ER: Yes, definitely. I think it actually helps me to be more trusting of God. And to probably believe more, because when you become a father, you understand the miracle of a new life. When you see a baby being born, that is an incredible experience and you understand that must be God. How does that happen? How can this life be created and formed, and this child grows up and looks like you and acts a little bit like you and you have such a love for them. That must be God.
I think me witnessing that has really heightened my belief that God is real, God is acting and is a massive part of everything we do.
RJ: There’s a line in your book, in regards to the MRI scan story, where you say “I just handed control over to God and just hoped for the best”. Thankfully, the scan was clear and you were all able to go home. But do you think that’s good advice, generally, for parenting – to just hand over control to God?

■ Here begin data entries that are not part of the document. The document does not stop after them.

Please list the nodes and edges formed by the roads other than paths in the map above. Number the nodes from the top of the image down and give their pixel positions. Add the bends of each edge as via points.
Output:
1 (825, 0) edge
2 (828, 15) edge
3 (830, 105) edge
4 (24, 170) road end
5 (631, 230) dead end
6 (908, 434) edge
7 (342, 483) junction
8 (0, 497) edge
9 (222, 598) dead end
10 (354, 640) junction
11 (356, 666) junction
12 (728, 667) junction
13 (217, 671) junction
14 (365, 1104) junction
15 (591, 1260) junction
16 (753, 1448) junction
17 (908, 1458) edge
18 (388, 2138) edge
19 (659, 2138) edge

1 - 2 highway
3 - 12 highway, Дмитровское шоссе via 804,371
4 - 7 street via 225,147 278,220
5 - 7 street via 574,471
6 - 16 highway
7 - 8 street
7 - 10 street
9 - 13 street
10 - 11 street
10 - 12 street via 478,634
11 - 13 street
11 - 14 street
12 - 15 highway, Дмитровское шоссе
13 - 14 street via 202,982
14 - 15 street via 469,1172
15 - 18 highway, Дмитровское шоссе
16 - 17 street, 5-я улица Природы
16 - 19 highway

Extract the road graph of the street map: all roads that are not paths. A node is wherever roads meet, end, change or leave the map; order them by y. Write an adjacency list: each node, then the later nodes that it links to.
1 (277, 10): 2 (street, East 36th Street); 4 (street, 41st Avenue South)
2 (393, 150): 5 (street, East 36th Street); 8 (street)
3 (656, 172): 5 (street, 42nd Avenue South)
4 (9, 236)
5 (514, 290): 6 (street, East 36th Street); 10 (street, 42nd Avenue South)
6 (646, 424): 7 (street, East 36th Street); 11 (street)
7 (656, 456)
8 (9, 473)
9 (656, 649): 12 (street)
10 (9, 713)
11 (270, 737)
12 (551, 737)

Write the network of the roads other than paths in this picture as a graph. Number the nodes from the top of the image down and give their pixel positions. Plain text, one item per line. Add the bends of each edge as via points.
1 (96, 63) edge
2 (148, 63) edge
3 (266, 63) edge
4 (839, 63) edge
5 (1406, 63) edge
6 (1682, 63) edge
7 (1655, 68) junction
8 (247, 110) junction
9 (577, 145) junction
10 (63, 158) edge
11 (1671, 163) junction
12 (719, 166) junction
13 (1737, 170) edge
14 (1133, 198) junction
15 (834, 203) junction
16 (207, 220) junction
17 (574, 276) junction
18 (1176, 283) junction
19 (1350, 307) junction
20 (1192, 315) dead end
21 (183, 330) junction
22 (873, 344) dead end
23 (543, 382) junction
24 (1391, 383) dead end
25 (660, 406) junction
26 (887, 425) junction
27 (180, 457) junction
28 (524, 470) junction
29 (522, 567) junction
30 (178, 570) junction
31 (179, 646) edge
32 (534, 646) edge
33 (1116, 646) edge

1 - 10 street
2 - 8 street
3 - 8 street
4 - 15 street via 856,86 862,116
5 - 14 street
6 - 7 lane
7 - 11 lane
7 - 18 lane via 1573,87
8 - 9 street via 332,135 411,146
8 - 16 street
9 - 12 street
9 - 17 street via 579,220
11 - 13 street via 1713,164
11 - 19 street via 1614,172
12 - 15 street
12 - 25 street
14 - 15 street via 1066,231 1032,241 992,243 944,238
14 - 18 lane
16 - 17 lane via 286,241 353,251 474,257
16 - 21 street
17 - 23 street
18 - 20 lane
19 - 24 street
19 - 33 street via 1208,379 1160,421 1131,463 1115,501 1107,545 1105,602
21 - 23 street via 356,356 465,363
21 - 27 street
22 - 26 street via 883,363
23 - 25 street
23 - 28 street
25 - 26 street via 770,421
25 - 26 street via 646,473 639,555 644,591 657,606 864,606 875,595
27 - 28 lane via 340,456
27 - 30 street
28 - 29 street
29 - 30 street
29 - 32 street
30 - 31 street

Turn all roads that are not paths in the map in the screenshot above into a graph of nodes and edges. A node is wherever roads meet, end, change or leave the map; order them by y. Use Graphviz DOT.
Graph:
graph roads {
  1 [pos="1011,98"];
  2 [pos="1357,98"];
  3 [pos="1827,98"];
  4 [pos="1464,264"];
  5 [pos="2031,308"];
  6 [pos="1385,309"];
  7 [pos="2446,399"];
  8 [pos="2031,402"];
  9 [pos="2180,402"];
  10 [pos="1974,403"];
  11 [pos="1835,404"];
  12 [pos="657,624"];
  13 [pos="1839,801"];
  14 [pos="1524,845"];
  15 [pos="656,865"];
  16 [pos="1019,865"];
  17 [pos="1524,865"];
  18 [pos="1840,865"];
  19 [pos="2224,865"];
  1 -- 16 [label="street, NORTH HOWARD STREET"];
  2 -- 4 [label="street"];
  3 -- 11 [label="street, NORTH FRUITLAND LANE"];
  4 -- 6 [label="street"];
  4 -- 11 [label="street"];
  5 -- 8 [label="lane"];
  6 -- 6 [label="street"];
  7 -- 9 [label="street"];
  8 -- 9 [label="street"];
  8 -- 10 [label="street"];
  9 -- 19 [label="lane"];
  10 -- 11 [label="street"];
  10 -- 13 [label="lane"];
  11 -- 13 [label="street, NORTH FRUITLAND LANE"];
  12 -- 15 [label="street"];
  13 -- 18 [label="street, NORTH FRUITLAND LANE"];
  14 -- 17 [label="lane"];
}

ER: I’m a big believer in action. I think we need to take action, because when we want something in life – we want to create something or be something – we have to do the steps to get there. I believe God has given us our thoughts and our intelligence to be able to put those things in action. I’m a big believer in action and planning and being intentional about what we do.
But once we’ve done that, then we give it to God, because we can’t always affect the outcomes. We can do the work, we can do the actions, but we can’t control the outcomes. And so for me, when it comes to parenting and work and everything in my life, I try my best to do the work as best I can, but then sit back and give the outcome to God and see where that goes, because that’s beyond our control.
Elliott Rae, founder of MusicFootballFatherhood and curator of the book, ‘Dad: Untold stories of fatherhood, love, mental health and masculinity’, has been featured in numerous newspapers and magazines, appeared on ITV’s ‘Loose Women’ and presented a documentary about fathers for the BBC. The United Nations recently recognised Elliott’s work and awarded him the UN Women UK’s #HeForShe ‘Changemaker of the Year’ award and he even had one of his articles shared by Dwayne Johnson, aka ‘The Rock’.